| YOUR TASK |
Find every line below that contains the word "highway" and copy it out.

Records drawn from a dataset:
####################
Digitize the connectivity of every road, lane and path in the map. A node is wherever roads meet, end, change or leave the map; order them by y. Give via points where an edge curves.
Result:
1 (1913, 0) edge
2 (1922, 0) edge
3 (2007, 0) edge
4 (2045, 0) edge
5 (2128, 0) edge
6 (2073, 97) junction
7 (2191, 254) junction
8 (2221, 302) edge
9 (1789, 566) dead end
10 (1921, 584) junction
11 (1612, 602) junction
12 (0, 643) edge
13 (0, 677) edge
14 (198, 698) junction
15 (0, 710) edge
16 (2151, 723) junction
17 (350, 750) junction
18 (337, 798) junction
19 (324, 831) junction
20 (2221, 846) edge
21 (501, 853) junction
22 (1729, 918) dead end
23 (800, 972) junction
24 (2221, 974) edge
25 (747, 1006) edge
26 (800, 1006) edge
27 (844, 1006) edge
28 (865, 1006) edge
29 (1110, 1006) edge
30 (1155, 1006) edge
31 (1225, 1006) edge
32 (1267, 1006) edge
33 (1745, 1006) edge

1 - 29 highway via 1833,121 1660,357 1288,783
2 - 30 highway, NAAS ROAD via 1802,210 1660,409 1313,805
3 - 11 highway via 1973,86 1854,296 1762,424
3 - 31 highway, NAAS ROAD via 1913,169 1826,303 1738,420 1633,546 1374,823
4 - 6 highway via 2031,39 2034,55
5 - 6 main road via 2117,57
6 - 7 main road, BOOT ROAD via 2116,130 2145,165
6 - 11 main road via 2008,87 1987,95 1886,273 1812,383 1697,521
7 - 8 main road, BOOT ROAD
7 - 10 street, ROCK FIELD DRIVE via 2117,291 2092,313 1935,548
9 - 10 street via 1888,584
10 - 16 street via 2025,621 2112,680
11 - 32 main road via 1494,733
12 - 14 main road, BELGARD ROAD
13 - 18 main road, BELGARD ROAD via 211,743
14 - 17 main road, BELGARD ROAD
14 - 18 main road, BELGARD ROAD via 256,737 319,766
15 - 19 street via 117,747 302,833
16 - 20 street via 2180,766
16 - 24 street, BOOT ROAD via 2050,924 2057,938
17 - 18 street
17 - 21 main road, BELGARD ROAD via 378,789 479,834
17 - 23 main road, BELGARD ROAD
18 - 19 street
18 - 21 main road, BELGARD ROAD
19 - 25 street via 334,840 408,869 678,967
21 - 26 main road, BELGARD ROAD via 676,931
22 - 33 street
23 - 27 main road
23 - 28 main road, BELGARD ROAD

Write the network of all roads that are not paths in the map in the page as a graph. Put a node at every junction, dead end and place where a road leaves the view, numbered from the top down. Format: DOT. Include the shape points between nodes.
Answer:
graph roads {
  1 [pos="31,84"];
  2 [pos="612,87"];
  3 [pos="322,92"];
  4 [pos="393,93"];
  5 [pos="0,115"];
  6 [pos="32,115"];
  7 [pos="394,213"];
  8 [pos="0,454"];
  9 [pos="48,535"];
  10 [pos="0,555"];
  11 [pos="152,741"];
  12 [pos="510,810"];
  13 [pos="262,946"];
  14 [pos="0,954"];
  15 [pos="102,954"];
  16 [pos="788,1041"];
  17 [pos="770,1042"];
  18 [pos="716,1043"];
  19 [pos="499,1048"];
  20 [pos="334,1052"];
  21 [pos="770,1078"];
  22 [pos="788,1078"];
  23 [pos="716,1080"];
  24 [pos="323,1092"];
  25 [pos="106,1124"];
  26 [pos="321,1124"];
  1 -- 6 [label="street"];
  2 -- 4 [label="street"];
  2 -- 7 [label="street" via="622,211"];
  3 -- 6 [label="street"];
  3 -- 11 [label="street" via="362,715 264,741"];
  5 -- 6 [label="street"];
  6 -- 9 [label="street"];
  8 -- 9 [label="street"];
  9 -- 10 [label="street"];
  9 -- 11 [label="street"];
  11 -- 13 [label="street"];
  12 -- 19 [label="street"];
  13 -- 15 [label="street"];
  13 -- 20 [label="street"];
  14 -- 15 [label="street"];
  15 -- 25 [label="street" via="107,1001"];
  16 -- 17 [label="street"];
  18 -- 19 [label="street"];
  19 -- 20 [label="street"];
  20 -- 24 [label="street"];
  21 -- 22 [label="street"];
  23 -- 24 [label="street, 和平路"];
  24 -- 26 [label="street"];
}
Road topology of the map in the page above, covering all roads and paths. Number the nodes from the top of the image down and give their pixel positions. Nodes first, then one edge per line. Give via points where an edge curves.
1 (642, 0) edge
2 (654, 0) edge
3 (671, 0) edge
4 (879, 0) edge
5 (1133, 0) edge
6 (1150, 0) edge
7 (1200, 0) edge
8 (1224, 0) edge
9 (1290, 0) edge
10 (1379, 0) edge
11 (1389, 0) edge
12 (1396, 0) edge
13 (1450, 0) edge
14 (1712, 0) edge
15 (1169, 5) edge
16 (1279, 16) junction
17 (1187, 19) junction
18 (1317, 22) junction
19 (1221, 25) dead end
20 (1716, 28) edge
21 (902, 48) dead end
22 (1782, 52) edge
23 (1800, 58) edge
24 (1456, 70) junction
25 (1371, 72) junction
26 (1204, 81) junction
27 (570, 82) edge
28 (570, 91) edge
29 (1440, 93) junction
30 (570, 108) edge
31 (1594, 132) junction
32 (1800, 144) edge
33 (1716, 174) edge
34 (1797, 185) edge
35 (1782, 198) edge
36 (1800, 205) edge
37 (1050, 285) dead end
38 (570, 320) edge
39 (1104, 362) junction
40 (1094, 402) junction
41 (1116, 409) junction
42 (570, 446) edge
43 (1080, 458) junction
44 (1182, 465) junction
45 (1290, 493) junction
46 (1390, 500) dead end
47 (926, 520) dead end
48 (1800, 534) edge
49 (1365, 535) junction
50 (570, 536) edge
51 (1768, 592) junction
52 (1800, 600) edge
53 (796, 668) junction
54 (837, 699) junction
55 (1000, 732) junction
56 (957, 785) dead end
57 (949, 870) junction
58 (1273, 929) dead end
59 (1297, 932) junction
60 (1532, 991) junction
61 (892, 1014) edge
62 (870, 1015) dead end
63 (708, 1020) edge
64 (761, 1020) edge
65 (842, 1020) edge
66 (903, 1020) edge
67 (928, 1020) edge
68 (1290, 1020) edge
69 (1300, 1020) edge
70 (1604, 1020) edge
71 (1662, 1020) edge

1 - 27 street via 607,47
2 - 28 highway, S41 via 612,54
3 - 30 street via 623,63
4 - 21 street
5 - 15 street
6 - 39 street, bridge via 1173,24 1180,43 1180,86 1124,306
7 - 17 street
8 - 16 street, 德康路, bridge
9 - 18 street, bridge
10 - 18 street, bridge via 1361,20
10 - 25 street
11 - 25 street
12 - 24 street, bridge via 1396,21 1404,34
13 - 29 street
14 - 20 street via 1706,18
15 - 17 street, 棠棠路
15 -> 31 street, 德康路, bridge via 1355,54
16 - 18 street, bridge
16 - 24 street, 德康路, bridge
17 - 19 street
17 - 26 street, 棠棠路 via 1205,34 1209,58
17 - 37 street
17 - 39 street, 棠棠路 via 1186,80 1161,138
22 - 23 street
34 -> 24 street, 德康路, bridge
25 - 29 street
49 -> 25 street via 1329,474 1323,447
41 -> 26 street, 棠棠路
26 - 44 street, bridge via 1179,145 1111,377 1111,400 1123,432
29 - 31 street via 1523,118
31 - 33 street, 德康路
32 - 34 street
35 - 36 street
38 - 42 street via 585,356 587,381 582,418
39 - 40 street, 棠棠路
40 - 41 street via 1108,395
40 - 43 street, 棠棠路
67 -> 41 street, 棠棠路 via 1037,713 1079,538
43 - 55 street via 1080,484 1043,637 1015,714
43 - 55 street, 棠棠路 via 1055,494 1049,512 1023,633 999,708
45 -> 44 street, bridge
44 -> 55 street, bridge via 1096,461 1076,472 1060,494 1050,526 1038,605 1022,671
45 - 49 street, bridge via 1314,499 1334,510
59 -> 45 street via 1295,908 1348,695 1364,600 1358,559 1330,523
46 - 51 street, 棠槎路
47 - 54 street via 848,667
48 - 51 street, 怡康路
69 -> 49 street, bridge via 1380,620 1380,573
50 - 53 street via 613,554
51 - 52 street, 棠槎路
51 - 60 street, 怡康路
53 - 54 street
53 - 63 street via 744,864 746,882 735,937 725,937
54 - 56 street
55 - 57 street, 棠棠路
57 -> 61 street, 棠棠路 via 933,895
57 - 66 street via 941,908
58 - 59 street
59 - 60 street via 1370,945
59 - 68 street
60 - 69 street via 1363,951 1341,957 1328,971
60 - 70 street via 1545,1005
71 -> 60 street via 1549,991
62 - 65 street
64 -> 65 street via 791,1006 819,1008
####################
| ANSWER TO THE EXERCISE |
1 - 29 highway via 1833,121 1660,357 1288,783
2 - 30 highway, NAAS ROAD via 1802,210 1660,409 1313,805
3 - 11 highway via 1973,86 1854,296 1762,424
3 - 31 highway, NAAS ROAD via 1913,169 1826,303 1738,420 1633,546 1374,823
4 - 6 highway via 2031,39 2034,55
2 - 28 highway, S41 via 612,54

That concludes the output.